В 1937 году Троцкий был убежден, что эта бюрократическая контрреволюция победила. Об этом свидетельствовали и катастрофическая политика, которую проводил Коминтерн, столкнувшись с ростом нацизма и испанской гражданской войной, и его неспособность вынести уроки из этих катастроф, кроме шатаний между сектантско-раскольнической линией «третьего периода» и линией подчинения буржуазным институтам и союзникам в рамках народных фронтов. В самом Советском Союзе насильственная коллективизация вызвала голод и массовые депортации 1932–33 гг. Закон от 1 декабря 1934 года развязал руки большому террору и чисткам 1936–38 гг., число жертв которых оценивается в 690 тыс. Вместе с подавлением народных городских и крестьянских движений этот бюрократический террор смел остатки наследия Октября, прореживая ряды партии и армии. Большинство руководителей революционного периода были высланы или уничтожены. Из 1900 делегатов «съезда победителей» 1934 года более половины было расстреляно на протяжении нескольких месяцев. Из двухсот членов ЦК украинской компартии в живых осталось только трое. В армии аресты коснулись более 30 тыс. командиров из 178 тыс. Одновременно разрастался чиновнический аппарат, необходимый для этой работы по репрессивному подавлению и для руководства насильственно огосударствленной экономикой. Согласно архивам, изученным историком Моше Левином, административный персонал вырос с 1 млн. 450 тыс. в 1928 г. до 7 млн. 500 тыс. в 1939 г., а общее число «белых воротничков» увеличилось с 3 млн. 900 тыс. до 13 млн. 800 тыс. Таким образом, бюрократия становится настоящей социальной силой со своими собственными интересами.

Бюрократический термидор

Тем не менее, в 30-е годы коммунистическим активистам, смотревшим на Советский Союз как на самый мощный оплот против подъема нацизма, активистам, на которых наложила отпечаток ожесточенная борьба времен политики «класса против класса» или эпопея интернациональных бригад в Испании, принять этот анализ было нелегко. В отличие от социал-демократии, бюрократическое вырождение которой происходило в форме парламентского обуржуазивания, бюрократическое вырождение Коминтерна было прикрыто риторикой «защиты Советского Союза». Исаак Дойчер метко называет эту эпоху временем «бюрократизированного героизма», о котором не без пафоса рассказывают Анна Ларина-Бухарина, Виктор Серж, Ян Вальтин, Александр Зимин и много других.

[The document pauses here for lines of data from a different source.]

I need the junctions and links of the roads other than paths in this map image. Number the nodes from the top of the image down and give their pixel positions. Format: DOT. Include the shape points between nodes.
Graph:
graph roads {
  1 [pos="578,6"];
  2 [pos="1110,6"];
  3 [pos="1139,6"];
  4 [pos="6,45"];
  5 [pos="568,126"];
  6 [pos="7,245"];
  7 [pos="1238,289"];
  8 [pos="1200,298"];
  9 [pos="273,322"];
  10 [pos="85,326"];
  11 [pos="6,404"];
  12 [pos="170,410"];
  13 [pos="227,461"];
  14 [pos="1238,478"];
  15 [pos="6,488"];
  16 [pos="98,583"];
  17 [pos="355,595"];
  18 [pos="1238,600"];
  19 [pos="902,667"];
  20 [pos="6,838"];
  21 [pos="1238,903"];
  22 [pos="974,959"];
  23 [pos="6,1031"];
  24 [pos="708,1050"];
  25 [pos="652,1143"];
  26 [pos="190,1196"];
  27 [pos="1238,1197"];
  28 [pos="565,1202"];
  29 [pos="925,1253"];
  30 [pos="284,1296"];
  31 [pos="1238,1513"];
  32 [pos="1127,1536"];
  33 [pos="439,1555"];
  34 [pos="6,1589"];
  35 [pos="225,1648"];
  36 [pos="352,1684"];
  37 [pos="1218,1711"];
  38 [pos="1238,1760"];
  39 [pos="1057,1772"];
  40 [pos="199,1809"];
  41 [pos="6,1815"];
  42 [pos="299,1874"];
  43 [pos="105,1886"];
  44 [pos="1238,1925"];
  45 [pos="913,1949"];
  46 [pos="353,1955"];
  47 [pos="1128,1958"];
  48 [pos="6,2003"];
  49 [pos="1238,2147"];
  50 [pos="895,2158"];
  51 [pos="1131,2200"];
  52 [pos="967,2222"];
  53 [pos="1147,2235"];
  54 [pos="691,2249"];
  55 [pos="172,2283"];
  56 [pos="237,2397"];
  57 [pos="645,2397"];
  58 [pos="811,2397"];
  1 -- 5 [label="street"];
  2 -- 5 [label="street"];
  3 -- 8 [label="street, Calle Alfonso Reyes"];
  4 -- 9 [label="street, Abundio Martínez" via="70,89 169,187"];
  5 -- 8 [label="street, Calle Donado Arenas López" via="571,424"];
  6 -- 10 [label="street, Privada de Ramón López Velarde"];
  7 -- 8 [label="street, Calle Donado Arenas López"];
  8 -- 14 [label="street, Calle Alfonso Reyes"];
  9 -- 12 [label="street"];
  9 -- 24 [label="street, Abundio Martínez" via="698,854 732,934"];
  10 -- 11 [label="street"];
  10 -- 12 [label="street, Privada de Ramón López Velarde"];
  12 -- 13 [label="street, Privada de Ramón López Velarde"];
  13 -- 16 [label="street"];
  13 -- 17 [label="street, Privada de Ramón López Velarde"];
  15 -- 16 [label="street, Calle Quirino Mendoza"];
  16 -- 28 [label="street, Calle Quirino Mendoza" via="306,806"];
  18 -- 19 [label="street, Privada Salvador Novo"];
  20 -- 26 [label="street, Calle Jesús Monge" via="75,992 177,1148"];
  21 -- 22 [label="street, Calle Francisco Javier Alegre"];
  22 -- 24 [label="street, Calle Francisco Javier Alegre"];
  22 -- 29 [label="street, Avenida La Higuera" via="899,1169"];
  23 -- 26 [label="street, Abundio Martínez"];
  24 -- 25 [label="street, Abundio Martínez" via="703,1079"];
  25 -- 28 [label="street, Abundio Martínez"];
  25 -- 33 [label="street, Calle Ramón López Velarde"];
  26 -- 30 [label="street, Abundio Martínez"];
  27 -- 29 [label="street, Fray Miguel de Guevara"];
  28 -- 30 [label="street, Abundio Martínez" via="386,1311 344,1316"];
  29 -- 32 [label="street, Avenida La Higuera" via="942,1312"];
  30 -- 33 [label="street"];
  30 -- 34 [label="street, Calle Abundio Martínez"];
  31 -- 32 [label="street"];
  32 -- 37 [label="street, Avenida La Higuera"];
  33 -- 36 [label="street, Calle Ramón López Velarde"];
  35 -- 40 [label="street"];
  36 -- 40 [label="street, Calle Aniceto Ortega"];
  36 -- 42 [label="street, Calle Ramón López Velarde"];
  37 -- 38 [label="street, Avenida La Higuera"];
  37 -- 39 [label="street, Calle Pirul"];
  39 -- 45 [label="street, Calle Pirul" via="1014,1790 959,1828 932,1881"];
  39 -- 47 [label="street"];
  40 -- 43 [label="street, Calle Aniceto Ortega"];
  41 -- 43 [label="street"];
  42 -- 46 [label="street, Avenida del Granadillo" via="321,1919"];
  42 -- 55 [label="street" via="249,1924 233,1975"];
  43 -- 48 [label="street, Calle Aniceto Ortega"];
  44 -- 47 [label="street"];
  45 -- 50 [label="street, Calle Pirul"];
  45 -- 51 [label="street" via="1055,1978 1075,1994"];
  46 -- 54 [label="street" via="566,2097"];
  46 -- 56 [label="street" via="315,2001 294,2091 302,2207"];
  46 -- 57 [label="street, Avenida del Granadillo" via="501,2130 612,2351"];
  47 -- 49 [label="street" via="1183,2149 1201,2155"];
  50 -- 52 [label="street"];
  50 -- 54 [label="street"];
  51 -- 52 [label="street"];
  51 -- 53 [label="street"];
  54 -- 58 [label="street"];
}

Однако такие разные авторы, как Вальтер Беньямин (в беседах с Брехтом) или Ханна Арендт (в «Истоках тоталитаризма»), отмечают, каждый по-своему, эту же «историческую точку перегиба». Это мнение во многом подтвердилось недавними историческими работами, например, исследованиями Моше Левина, Эрика Хобсбаума или Пьера Бруэ, которые воспользовались свободным доступом к советским архивам (см., в частности, «Советский век» Моше Левина: Moshe Lewin, Le siècle soviétique, Paris, Fayard, 2003). На протяжении одного десятилетия, в 30-е годы, советское общество полным ходом преобразовывалось под бюрократическим кнутом. Никакая другая страна в мире не пережила настолько стремительной трансформации, проведенной железным кулаком «фараоновской» бюрократии.

Относительно недавние воспоминания о брежневском застое или черненковском старческом угасании ассоциируются с недвижным консерватизмом, тогда как восходящая бюрократия, наоборот, отличалась безжалостным динамизмом и дерзостью. В период с 1926 по 1930-е гг. города выросли на 30 млн. жителей. Численность городских жителей выросла от 18% до 33% всего населения страны. За первую пятилетку процент их роста составил 44%, столько же было за весь период от 1897 до 1926 гг. Численность наемной рабочей силы выросла с 10 до 22 млн. Это стало результатом массового притока людей из деревни в город, огромной работы в области обучения грамоте и образования, форсированного насаждения трудовой дисциплины, активизации восторженного национализма и выгод карьеризма, становления нового бюрократического конформизма. В этой великой перепланировке, иронизирует Моше Левин, общество чуть было не стало «бесклассовым», не потому, что классовые отношения отмерли, а потому, что все классы «стали бесформенными и смешались».

Ставкой тогда было не личное соперничество, которое сегодня так привлекает наши масс-медиа, это не был вопрос «матча между Сталиным и Троцким», но скорее «антагонизм между бюрократией и пролетариатом», столкновение «двух миров, двух программ, двух моралей», выражавшееся в виде стратегического противостояния в вопросах о китайской революции, о том, как бороться с фашизмом, о направлении развития советской экономики, о гражданской войне в Испании, о предстоящей войне…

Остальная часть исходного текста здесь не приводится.